***** Provided records *****

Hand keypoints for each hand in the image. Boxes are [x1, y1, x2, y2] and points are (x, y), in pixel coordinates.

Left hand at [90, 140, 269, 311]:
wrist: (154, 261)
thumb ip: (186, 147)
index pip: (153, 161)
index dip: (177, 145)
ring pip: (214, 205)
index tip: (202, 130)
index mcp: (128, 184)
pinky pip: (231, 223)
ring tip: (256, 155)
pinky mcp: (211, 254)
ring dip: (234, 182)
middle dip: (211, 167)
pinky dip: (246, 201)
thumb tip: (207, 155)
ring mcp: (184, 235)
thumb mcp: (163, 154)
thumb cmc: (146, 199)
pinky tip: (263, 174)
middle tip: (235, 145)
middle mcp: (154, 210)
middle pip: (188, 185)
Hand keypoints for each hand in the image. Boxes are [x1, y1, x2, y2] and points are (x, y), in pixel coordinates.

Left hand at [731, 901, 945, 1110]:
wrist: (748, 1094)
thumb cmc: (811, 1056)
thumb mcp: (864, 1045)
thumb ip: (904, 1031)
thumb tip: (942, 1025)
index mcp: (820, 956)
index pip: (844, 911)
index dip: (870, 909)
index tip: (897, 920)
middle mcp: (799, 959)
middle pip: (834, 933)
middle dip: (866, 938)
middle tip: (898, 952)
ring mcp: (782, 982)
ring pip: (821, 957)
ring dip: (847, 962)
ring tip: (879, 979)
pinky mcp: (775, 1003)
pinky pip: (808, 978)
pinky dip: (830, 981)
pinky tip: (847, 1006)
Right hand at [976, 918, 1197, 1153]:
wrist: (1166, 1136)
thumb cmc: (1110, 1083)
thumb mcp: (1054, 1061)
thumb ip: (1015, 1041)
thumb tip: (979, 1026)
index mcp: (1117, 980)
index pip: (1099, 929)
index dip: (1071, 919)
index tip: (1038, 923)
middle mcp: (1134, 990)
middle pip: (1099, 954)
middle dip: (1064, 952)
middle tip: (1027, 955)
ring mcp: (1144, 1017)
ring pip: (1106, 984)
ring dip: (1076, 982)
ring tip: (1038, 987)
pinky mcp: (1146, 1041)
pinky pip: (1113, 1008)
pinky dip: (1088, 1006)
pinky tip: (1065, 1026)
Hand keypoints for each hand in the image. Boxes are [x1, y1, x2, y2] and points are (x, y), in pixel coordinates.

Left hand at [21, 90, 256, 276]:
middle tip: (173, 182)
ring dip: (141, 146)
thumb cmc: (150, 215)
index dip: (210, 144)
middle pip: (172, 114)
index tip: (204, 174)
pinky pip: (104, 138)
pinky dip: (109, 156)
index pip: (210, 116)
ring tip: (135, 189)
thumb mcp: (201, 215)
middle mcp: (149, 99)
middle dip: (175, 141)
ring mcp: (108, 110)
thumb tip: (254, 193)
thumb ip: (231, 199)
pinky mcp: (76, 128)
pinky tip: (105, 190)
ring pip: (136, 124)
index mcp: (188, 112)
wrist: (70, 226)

*****
***** Provided records *****

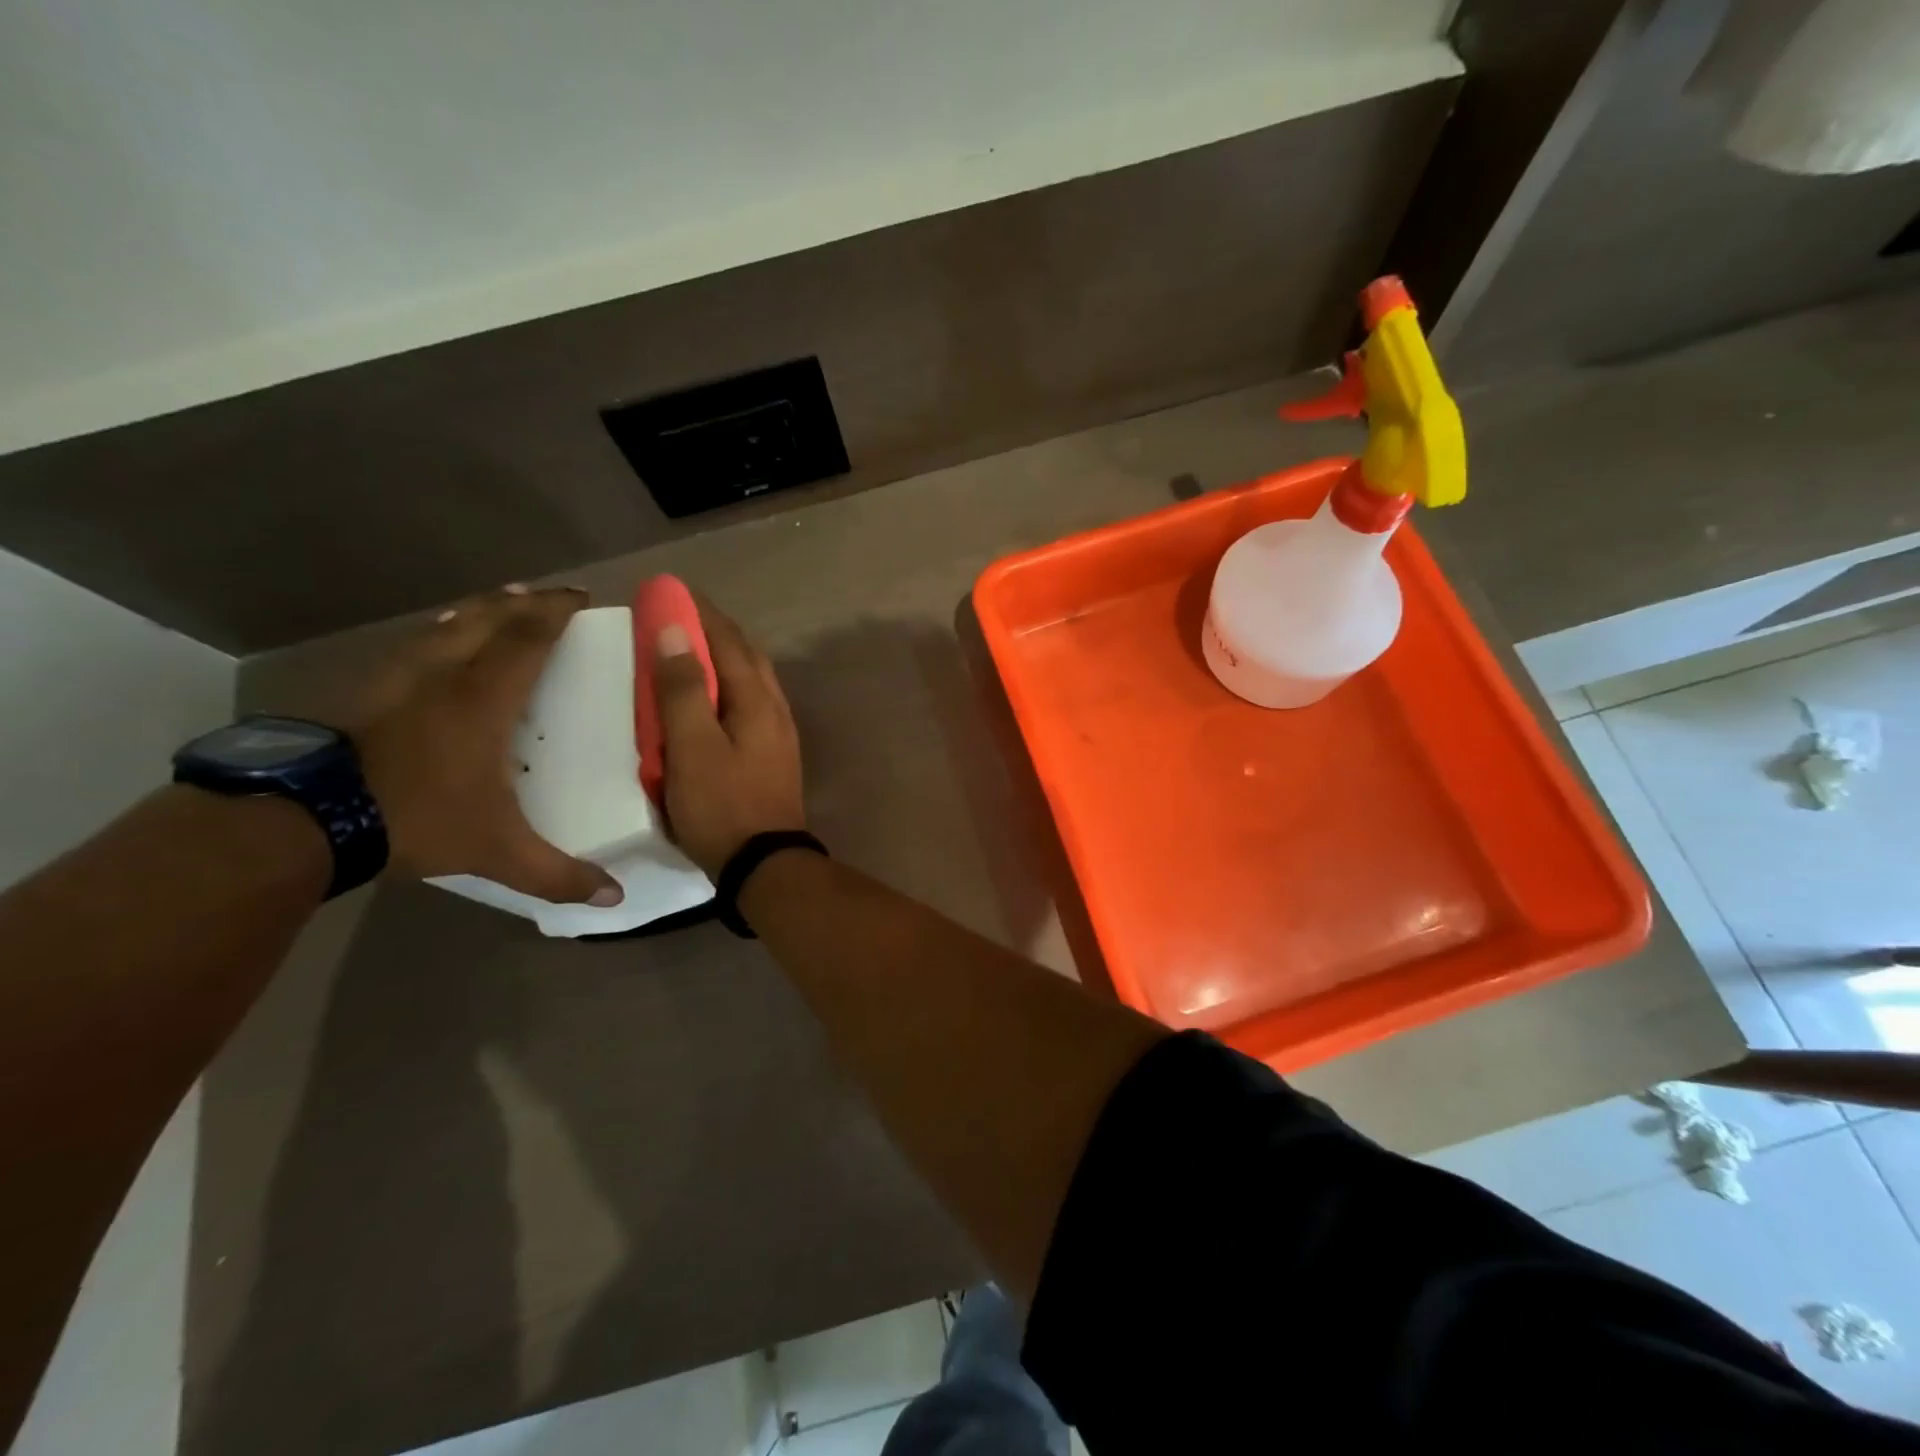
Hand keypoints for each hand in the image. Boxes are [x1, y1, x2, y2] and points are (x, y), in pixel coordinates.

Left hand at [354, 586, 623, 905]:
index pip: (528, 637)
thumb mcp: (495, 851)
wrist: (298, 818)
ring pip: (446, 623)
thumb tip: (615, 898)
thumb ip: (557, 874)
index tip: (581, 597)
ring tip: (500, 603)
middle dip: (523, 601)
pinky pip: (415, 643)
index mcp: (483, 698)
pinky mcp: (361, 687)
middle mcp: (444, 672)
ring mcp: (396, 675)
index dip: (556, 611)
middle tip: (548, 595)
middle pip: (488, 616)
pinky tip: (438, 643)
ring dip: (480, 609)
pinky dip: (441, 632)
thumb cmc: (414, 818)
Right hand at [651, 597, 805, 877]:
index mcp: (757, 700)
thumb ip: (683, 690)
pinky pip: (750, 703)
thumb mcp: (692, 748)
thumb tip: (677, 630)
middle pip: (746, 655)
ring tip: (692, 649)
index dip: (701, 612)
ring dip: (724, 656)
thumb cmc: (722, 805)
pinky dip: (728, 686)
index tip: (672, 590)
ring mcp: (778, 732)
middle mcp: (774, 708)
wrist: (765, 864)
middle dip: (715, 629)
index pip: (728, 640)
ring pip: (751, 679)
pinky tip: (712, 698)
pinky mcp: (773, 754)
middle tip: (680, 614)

*****
***** Provided records *****

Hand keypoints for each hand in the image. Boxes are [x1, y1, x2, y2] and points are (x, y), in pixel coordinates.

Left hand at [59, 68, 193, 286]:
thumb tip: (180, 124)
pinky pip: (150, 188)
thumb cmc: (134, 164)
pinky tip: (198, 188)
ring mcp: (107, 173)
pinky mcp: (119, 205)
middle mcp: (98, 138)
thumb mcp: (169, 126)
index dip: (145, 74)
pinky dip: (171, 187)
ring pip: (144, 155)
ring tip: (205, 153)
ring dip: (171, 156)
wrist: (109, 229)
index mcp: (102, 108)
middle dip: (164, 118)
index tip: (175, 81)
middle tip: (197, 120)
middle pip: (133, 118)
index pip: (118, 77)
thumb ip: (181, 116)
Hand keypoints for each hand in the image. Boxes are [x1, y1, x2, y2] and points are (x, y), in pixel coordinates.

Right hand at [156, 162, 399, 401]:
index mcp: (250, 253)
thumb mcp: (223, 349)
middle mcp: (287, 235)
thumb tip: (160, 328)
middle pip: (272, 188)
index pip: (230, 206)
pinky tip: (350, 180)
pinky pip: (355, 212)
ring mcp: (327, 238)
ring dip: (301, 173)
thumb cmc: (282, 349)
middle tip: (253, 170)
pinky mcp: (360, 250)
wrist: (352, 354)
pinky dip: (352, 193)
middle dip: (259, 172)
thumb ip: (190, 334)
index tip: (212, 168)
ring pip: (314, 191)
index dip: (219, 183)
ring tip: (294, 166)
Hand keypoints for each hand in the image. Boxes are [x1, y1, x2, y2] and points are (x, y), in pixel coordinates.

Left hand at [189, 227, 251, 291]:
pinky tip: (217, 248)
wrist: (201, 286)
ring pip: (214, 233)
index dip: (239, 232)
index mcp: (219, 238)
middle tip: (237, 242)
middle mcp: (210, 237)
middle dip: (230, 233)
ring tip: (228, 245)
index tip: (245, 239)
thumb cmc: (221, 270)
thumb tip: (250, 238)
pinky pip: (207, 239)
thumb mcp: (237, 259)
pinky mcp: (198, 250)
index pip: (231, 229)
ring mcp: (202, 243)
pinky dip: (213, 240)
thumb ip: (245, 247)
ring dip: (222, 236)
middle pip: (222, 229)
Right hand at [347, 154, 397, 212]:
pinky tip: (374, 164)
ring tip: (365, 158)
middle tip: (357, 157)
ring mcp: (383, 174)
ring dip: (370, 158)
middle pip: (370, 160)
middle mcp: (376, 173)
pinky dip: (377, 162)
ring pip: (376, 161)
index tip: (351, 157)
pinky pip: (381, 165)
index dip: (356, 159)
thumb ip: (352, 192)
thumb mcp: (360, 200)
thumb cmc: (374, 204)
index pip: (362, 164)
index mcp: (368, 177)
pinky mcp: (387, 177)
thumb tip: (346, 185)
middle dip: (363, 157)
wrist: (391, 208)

*****

Required work
Output only the number of lines above holding "Left".

Exercise result
6